Goal of the exercise:
Reproduce, without any change, the span of lines from the opening of the records below to the line containing "cr.restore()", inclusive.

Extracted entries:

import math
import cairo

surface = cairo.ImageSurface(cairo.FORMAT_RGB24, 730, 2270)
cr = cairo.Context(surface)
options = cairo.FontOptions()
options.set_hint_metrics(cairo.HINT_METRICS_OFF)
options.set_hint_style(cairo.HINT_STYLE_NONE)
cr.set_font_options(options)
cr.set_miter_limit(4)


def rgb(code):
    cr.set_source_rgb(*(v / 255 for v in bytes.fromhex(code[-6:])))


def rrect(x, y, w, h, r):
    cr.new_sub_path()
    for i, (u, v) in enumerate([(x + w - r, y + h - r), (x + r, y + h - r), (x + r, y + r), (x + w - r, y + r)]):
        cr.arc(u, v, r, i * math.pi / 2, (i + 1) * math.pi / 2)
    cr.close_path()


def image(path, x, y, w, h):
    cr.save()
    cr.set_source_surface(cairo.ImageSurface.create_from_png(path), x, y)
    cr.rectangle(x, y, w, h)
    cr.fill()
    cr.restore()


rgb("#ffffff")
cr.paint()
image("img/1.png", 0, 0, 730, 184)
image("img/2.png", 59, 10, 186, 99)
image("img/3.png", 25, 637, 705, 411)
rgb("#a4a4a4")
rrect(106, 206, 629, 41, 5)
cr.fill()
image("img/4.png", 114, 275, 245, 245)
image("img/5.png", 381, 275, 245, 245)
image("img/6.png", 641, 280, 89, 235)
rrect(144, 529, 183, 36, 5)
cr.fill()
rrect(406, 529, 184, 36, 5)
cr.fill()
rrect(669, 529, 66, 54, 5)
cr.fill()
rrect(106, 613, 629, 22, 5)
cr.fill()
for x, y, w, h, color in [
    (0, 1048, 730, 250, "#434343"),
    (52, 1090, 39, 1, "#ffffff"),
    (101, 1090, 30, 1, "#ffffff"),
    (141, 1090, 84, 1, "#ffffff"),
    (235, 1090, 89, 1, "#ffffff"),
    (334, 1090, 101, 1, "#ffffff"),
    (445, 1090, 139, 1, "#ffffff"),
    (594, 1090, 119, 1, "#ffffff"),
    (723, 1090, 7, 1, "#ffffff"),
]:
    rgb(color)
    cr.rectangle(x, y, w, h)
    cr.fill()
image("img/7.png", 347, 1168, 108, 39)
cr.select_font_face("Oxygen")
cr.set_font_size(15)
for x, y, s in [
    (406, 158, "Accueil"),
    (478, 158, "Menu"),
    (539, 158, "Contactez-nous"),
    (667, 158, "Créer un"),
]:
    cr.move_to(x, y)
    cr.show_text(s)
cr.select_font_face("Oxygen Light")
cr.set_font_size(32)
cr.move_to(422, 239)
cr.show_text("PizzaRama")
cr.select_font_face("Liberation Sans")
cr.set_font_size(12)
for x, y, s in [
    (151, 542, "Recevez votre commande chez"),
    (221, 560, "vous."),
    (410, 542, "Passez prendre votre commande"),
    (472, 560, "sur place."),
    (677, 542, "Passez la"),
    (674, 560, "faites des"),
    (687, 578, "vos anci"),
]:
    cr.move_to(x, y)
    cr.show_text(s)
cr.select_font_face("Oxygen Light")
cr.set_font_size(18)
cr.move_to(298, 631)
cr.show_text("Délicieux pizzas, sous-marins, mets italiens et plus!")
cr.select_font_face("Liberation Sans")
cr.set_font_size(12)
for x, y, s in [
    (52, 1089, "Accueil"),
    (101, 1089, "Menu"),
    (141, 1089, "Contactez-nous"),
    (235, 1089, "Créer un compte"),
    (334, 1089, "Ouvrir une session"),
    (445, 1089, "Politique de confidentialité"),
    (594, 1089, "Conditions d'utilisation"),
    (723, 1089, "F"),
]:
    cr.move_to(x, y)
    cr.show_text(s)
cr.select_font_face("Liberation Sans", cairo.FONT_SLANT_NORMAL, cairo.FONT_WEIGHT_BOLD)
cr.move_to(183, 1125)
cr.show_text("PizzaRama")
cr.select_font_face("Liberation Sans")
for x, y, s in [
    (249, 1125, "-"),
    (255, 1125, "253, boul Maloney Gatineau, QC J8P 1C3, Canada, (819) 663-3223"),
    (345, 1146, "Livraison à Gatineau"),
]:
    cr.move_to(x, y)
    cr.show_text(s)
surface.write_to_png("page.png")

Output for this exercise:
import math
import cairo

surface = cairo.ImageSurface(cairo.FORMAT_RGB24, 730, 2270)
cr = cairo.Context(surface)
options = cairo.FontOptions()
options.set_hint_metrics(cairo.HINT_METRICS_OFF)
options.set_hint_style(cairo.HINT_STYLE_NONE)
cr.set_font_options(options)
cr.set_miter_limit(4)


def rgb(code):
    cr.set_source_rgb(*(v / 255 for v in bytes.fromhex(code[-6:])))


def rrect(x, y, w, h, r):
    cr.new_sub_path()
    for i, (u, v) in enumerate([(x + w - r, y + h - r), (x + r, y + h - r), (x + r, y + r), (x + w - r, y + r)]):
        cr.arc(u, v, r, i * math.pi / 2, (i + 1) * math.pi / 2)
    cr.close_path()


def image(path, x, y, w, h):
    cr.save()
    cr.set_source_surface(cairo.ImageSurface.create_from_png(path), x, y)
    cr.rectangle(x, y, w, h)
    cr.fill()
    cr.restore()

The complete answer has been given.